そうった人事面談がおわると、RMI チームに依頼されたプロジェクトの助っ人の作業にもどる。この作業を終わらせないとオレは休職できないと自分に課している。RMI チームに中途の新人として入った二十代後半のジュニアエンジニアのホッシーと一緒にペアを組んで作業をする。感情を表に出さない暗殺者みたいな男子で、一見して中性的な男性だ。最初にあったときはボーイッシュな女の子かなと勘違いしたほどだ。作業はミドルエンジニアのオレがリードしながらペアプロをする。ホッシーホッシーで真剣に取り組んでくれる。なぜ? が多い。若手がこの何故を多用できるなら、見込みがある。そういうもんやろな、と飲み込んではいけない、何故が大事なのだ。何故? と聞かれる度にオレはしたり顔で説明し、もちろん最後に、これがベストプラクティスというわけではなくオレの個人的な見解なのでもっといいやりかたはあるかもしれない、などとそれっぽい言葉のような逃げ口上のような言葉を付け加える。でもホッシーは咀嚼して納得してやってくれるのでうれしい。

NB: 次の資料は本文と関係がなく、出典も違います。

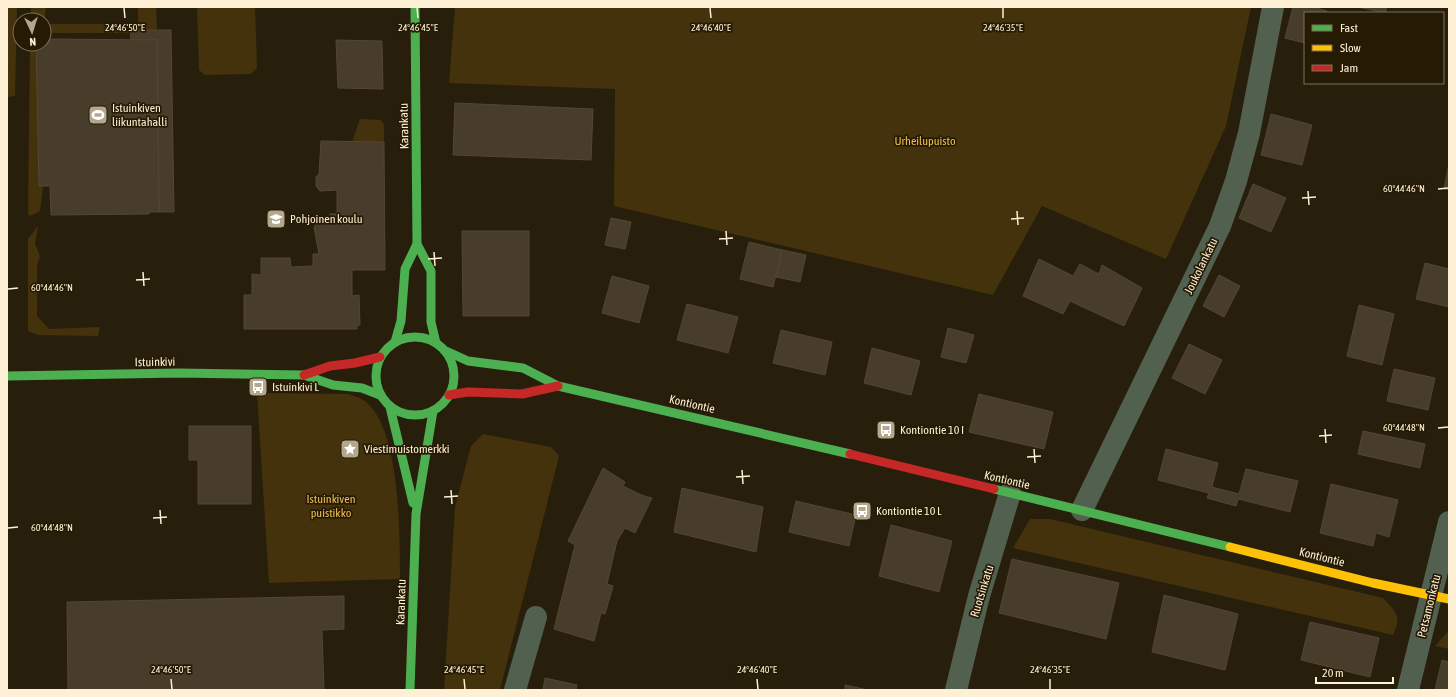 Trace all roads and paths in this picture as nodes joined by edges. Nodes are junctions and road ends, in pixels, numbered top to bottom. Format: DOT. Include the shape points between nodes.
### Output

そうやって仕事を続けて一ヶ月。オレに問題が起こった。ホッシーと仕事をするとドキドキするのだ。何でだろうと思ったけど、これは間違いない。ホッシーを男性ではなくて、性的な対象として見てしまっている。おー、これは大変罪深いことになりましたぞ。ドキドキ。勤務開始前に、一旦ヌいて、お昼休みに一旦ヌいてへんなことをいわないようにしないとドキドキ。なんでこんなドSっぽい後輩にドキドキさせられなければあかんねん。く、む、胸がくるしい。こ、これがこ、恋というものなんだろうか。そういえば、ボーイッシュな女の子ってかわいいよね。あれ、オレはロリコンではなくてはショタだったのだろうか。そんなわけねえ、んなことあるか、相手は男やぞ、そんなはずあるわけないやろ。オレはロリコンだあああああ。
ドキドキするなら循環器科受診したまえ、オレは心臓の病気だ。放置しねば心筋梗塞で死ぬ。よろしい、放置して死んだろやないかい!

脳髄がなんかのウイルスにやられているんだろう。正常な判断ができない。退勤する。

温泉にはいって、お酒を飲む。明日はホッシーで射精しないようにする。強いクスリを沢山飲む。